About this exercise: Give every line of the records exactly, please, from the first up to and including the one containing "ring dip: (1178, 999)".

╭─ Material supplied

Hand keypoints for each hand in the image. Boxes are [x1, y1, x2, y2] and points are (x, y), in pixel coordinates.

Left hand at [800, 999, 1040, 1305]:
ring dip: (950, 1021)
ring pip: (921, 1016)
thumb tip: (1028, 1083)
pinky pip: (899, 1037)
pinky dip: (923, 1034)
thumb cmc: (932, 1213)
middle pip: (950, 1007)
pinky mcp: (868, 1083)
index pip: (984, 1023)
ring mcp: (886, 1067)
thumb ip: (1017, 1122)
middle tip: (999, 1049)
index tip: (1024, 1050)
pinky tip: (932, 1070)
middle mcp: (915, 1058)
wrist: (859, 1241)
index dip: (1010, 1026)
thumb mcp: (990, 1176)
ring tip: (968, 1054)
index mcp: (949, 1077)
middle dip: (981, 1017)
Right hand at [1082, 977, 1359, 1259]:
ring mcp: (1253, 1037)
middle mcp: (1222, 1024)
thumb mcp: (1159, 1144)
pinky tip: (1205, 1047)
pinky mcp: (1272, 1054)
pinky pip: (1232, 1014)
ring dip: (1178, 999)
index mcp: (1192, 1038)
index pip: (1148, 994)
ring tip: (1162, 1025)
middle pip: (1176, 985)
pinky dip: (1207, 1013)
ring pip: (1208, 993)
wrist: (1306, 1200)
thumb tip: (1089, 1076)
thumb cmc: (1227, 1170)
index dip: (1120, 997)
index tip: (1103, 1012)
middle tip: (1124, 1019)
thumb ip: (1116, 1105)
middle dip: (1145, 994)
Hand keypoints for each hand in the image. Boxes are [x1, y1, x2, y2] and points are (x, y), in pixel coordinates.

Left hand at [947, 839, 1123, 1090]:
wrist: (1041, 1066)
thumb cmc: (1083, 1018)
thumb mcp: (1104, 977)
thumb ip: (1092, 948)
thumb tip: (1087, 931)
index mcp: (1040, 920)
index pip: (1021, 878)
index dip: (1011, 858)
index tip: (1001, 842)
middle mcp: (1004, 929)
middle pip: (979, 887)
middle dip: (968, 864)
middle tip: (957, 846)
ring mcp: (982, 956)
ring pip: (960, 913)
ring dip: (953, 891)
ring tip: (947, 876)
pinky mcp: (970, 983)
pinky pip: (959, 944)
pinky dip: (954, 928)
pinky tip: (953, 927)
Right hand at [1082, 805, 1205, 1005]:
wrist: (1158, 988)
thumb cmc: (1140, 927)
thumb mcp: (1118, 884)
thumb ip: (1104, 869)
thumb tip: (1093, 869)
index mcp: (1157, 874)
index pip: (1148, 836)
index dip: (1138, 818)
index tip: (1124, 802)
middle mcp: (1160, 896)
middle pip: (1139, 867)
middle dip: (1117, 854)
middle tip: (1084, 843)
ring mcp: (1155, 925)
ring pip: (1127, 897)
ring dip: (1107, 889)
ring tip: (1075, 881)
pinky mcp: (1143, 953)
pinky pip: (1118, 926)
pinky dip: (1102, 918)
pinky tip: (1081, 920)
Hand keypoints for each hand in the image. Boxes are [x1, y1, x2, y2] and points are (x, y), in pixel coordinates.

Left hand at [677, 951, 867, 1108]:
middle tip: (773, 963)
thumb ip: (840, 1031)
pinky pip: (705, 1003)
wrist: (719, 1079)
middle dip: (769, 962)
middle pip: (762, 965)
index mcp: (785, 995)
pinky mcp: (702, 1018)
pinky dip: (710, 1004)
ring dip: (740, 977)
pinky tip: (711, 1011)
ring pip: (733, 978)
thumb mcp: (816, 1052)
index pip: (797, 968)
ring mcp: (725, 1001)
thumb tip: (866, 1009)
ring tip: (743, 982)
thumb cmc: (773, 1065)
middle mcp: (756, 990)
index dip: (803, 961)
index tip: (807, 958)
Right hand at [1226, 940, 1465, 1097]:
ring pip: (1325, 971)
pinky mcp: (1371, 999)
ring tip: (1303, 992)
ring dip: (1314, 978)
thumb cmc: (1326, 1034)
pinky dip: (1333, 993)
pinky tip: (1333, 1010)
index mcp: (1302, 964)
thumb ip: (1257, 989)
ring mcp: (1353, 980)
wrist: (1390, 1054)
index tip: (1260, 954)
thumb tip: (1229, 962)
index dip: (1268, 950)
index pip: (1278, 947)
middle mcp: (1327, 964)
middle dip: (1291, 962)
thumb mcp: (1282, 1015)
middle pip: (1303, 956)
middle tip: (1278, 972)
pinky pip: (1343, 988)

╰─

Final answer:
Hand keypoints for each hand in the image. Boxes are [x1, y1, x2, y2] and points are (x, y), in pixel coordinates.

Left hand at [800, 999, 1040, 1305]:
ring dip: (950, 1021)
ring pip: (921, 1016)
thumb tip: (1028, 1083)
pinky pip: (899, 1037)
pinky dip: (923, 1034)
thumb cmc: (932, 1213)
middle pip: (950, 1007)
pinky mcp: (868, 1083)
index pip: (984, 1023)
ring mcp: (886, 1067)
thumb ip: (1017, 1122)
middle tip: (999, 1049)
index tip: (1024, 1050)
pinky tip: (932, 1070)
middle mcp: (915, 1058)
wrist: (859, 1241)
index dip: (1010, 1026)
thumb mcp: (990, 1176)
ring tip: (968, 1054)
index mcp: (949, 1077)
middle dip: (981, 1017)
Right hand at [1082, 977, 1359, 1259]:
ring mcp: (1253, 1037)
middle mcp: (1222, 1024)
thumb mcp: (1159, 1144)
pinky tip: (1205, 1047)
pinky mcp: (1272, 1054)
pinky pip: (1232, 1014)
ring dip: (1178, 999)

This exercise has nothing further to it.